Como vai ser o desenvolvimento particular da produção
brasileira como linguagem específica, é um pouco difícil saber. Confesso estar curioso,
porque o Brasil ficou muito isolado das diversas formas de
quadrinhos que aconteciam no
mundo. Foram décadas dominadas pelos quadrinhos americanos, exclusivamente super-heróis e patos.

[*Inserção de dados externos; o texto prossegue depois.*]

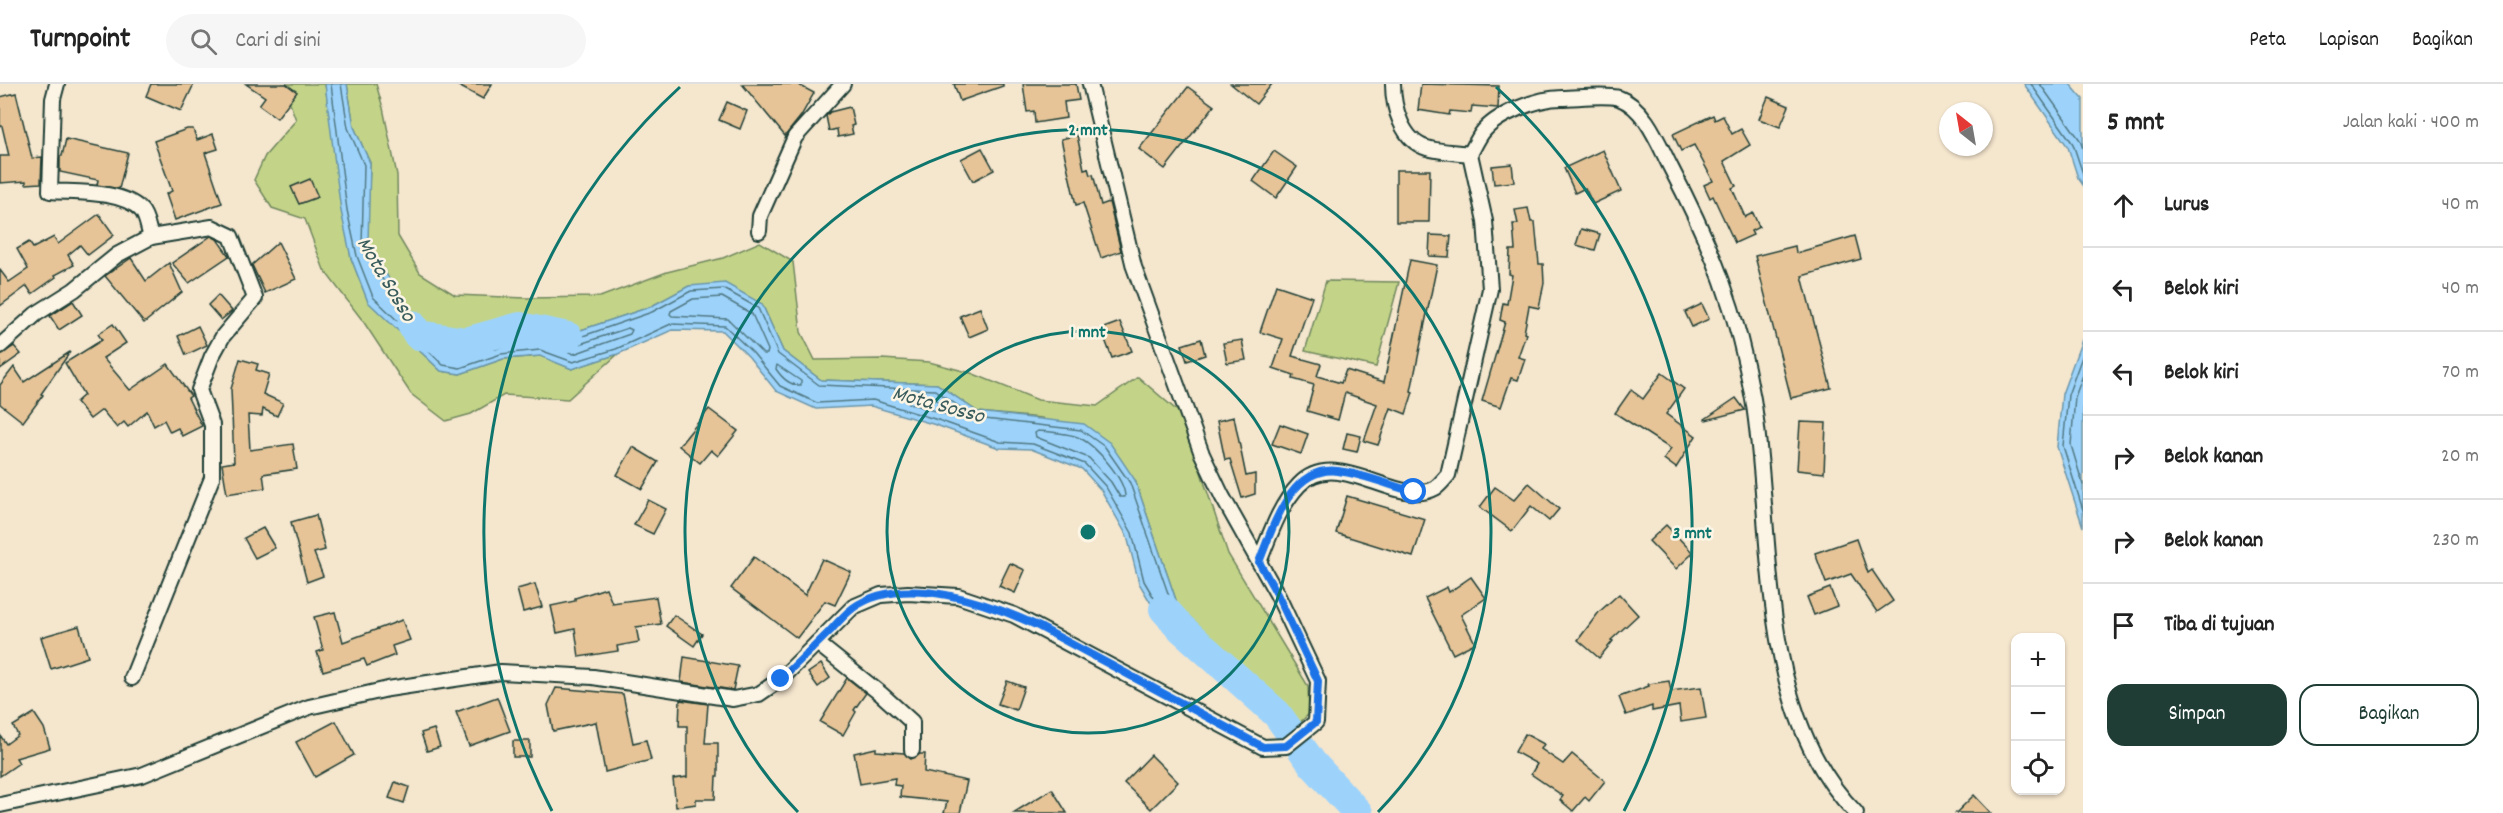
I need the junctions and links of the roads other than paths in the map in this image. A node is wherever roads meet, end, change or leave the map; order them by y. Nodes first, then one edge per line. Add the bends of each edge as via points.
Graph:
1 (57, 84) edge
2 (843, 84) edge
3 (1090, 84) edge
4 (1393, 84) edge
5 (1470, 154) junction
6 (759, 231) dead end
7 (151, 237) junction
8 (0, 346) edge
9 (1259, 562) junction
10 (818, 643) junction
11 (132, 678) dead end
12 (912, 750) dead end
13 (0, 806) edge
14 (1856, 813) edge

1 - 7 street via 53,99 50,191 103,194 127,201 142,211
2 - 6 street via 795,137 760,216
3 - 9 street via 1134,267 1202,454
4 - 5 street via 1400,121 1410,137 1425,148
5 - 9 street via 1485,221 1490,289 1448,475 1434,488 1414,492 1337,471 1319,472 1300,483 1282,507
5 - 14 street via 1483,132 1499,119 1529,104 1556,98 1618,97 1647,122 1723,278 1740,332 1753,402 1778,635 1792,704 1807,743 1829,780
7 - 8 street via 117,255 36,314
7 - 11 street via 212,227 231,236 255,298 223,336 200,390 212,425 212,478
9 - 10 street via 1318,681 1316,722 1286,746 1263,747 1038,626 958,596 881,595 853,607
10 - 12 street via 912,722
10 - 13 street via 759,694 734,699 593,677 501,672 388,689 309,707 142,775

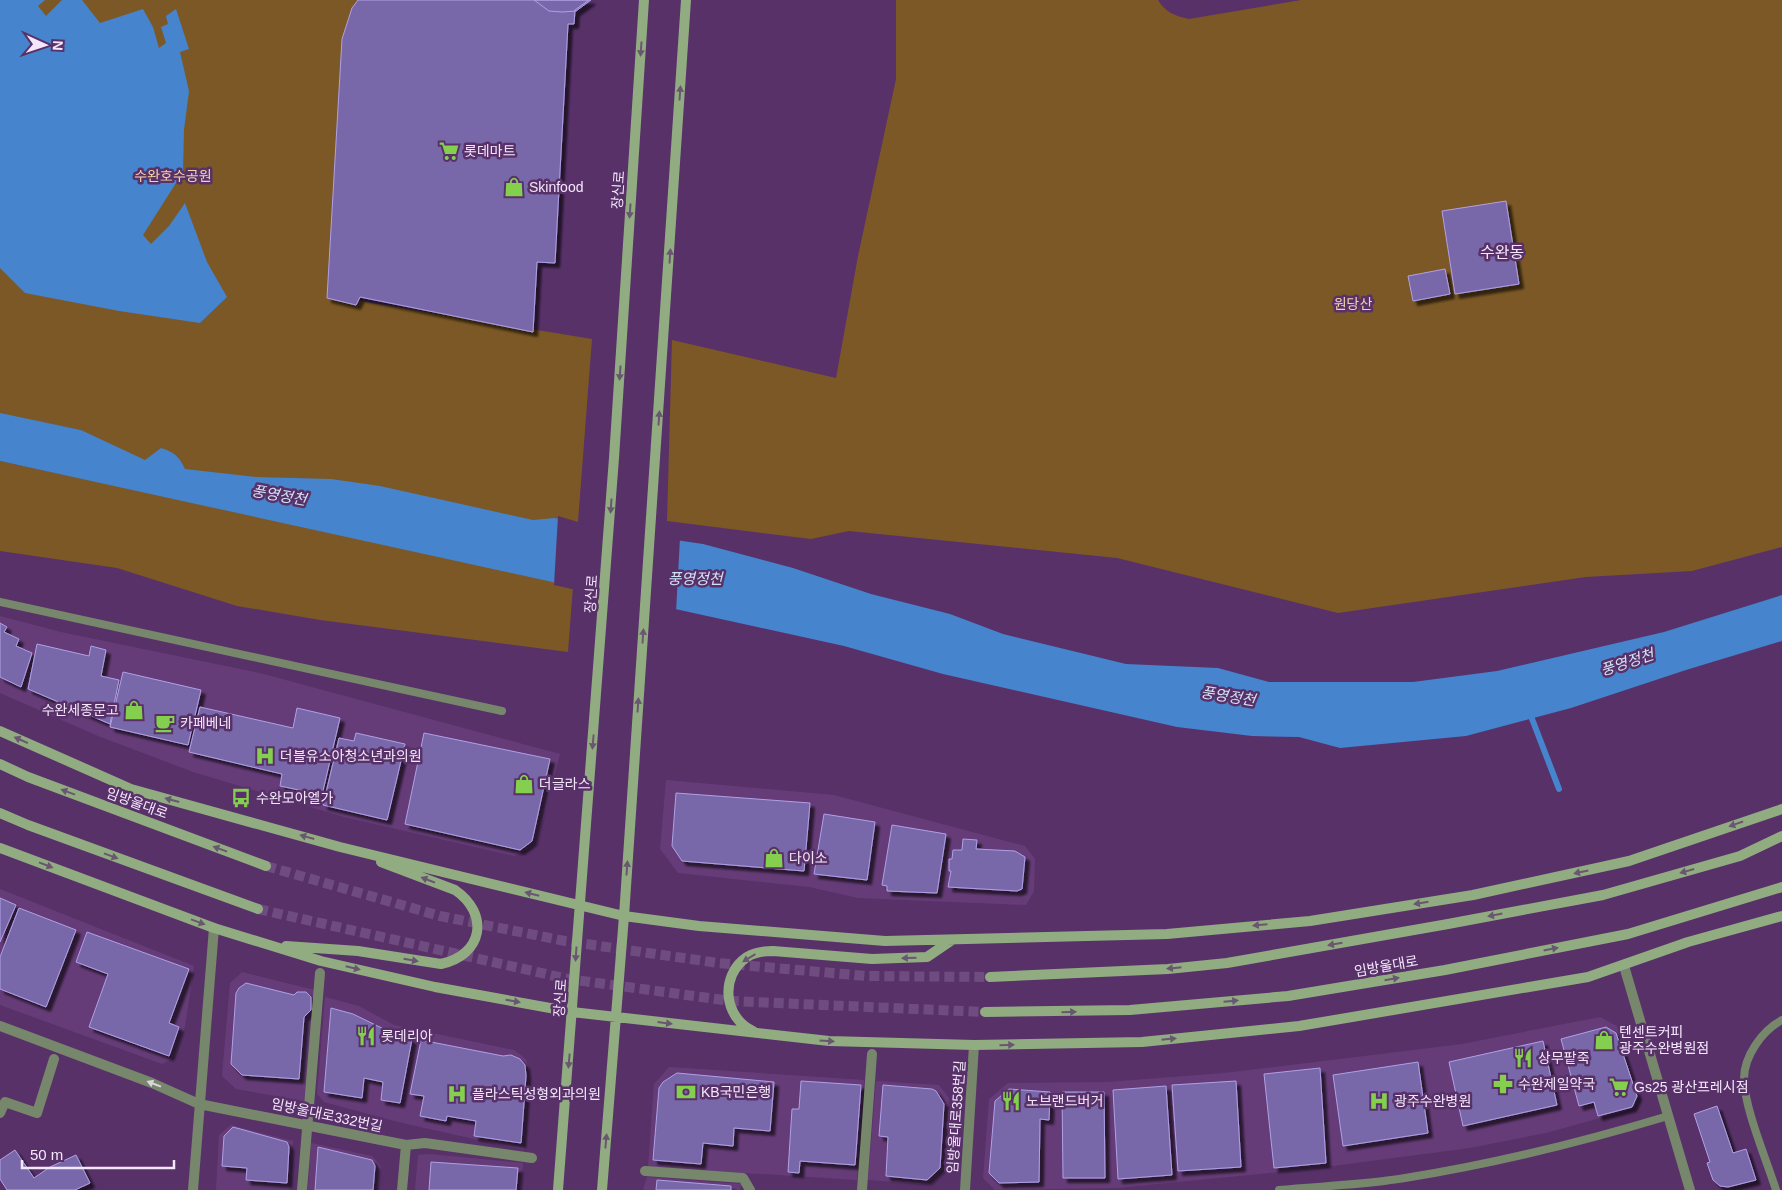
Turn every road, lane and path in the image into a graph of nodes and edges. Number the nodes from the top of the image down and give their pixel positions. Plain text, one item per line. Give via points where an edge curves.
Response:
1 (644, 0) edge
2 (686, 0) edge
3 (0, 602) edge
4 (502, 711) dead end
5 (0, 731) edge
6 (0, 764) edge
7 (1782, 809) edge
8 (0, 813) edge
9 (1782, 836) edge
10 (340, 847) junction
11 (0, 848) edge
12 (266, 866) tunnel mouth
13 (1782, 887) edge
14 (580, 905) junction
15 (258, 909) tunnel mouth
16 (624, 916) junction
17 (1782, 916) edge
18 (214, 928) junction
19 (953, 940) junction
20 (275, 946) junction
21 (1624, 966) junction
22 (320, 973) dead end
23 (990, 977) tunnel mouth
24 (572, 1012) junction
25 (985, 1012) tunnel mouth
26 (617, 1017) junction
27 (1782, 1020) edge
28 (0, 1026) edge
29 (772, 1036) junction
30 (974, 1045) junction
31 (872, 1054) dead end
32 (54, 1059) dead end
33 (199, 1104) junction
34 (0, 1113) edge
35 (1668, 1116) junction
36 (306, 1124) junction
37 (406, 1145) junction
38 (532, 1158) dead end
39 (645, 1171) dead end
40 (193, 1190) edge
41 (302, 1190) edge
42 (402, 1190) edge
43 (558, 1190) edge
44 (602, 1190) edge
45 (750, 1190) edge
46 (862, 1190) edge
47 (965, 1190) edge
48 (1279, 1190) edge
49 (1690, 1190) edge
50 (1776, 1190) edge

1 -> 14 main road, 장신로
16 -> 2 main road
3 - 4 lane
10 -> 5 main road via 131,789
12 -> 6 main road, 임방울대로 via 37,781
7 -> 19 main road via 1629,861 1435,901 1310,921 1167,934
8 -> 15 main road
9 -> 23 main road via 1740,856 1602,895 1438,926 1227,963 1168,969
14 -> 10 main road
20 -> 10 main road via 358,951 441,964 459,958 473,945 478,920 466,898 455,890
11 -> 18 main road
25 -> 13 main road, 임방울대로 via 1130,1010 1288,996 1445,970 1628,934
14 - 16 main road
14 -> 24 main road, 장신로
16 - 19 main road via 698,926 885,941
16 - 26 main road
17 - 21 main road via 1688,942
18 - 20 main road
18 - 33 street
19 -> 29 main road via 926,957 872,959 774,950 747,957 730,978 730,1006 745,1028
20 -> 24 main road via 321,961 435,987
30 -> 21 main road via 1142,1042 1299,1026 1588,977
21 - 35 street
22 - 36 street
24 - 26 main road
24 -> 43 main road, 장신로
26 -> 29 main road
44 -> 26 main road
27 - 50 lane via 1765,1031 1746,1066 1744,1078 1747,1099
33 -> 28 street, 임방울대로332번길
29 -> 30 main road
30 - 47 street, 임방울대로358번길
31 - 46 street
32 - 34 street via 37,1113 5,1102
33 - 36 street, 임방울대로332번길
33 - 40 street
35 - 48 lane via 1563,1146 1463,1168 1402,1179
35 - 49 street
36 - 37 street, 임방울대로332번길
36 - 41 street
37 - 38 street, 임방울대로332번길 via 425,1142
37 - 42 street
39 - 45 street via 743,1178

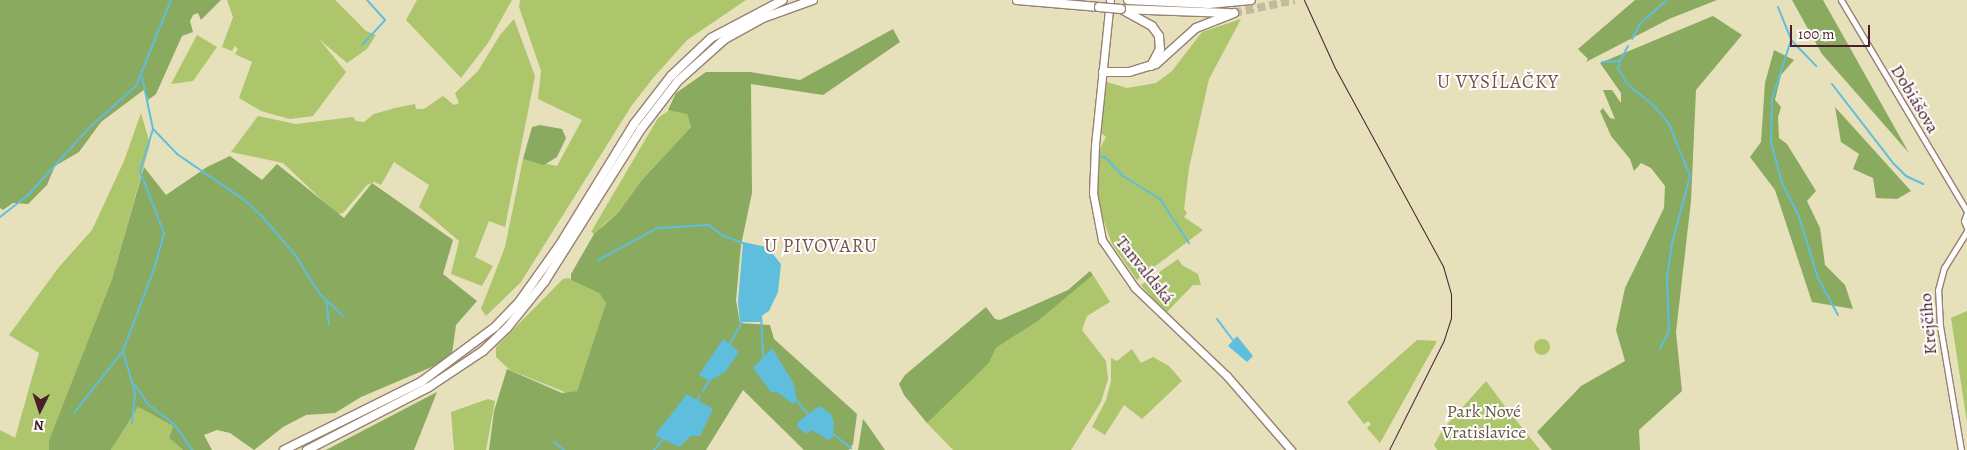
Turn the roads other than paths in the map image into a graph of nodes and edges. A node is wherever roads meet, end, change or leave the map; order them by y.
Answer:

A exceção era o Maurício [de
Souza, criador da turma da Mônica], mas que era só para
crianças. Até o próprio Crumb
foi muito mal publicado no
Brasil.
Então, todo esse negócio está
sendo descoberto agora, mas,
por outro lado, o Brasil também está pulando etapas. A
gente [Conrad] está publicando
agora o "Jornada Oeste", que é
a primeira publicação no Ocidente de uma história em quadrinhos famosíssima na China.
Depois que compramos os
direitos, fiquei pensado; "Que
maluquice, como é que algo assim, que tem um nível, sei lá, do
Príncipe Valente ou do Tarzan,
não é publicado?". O desenho é
maravilhoso, a história é ótima.
Acho que essa maturidade
tende a gerar, no futuro próximo, coisas muito interessantes.
E já vejo algumas acontecerem.
Sem falar da minha editora, por
exemplo, o Marcello Quintanilha, Marcello Gaú [pseudônimo
que ele usava], é uma coisa especialmente única.
E os europeus e americanos
ficam falando, ficam surpresos... o Marcatti, o Lourenço
Mutarelli. Veja o Laerte, como
os quadrinhos dele vão rompendo clichês...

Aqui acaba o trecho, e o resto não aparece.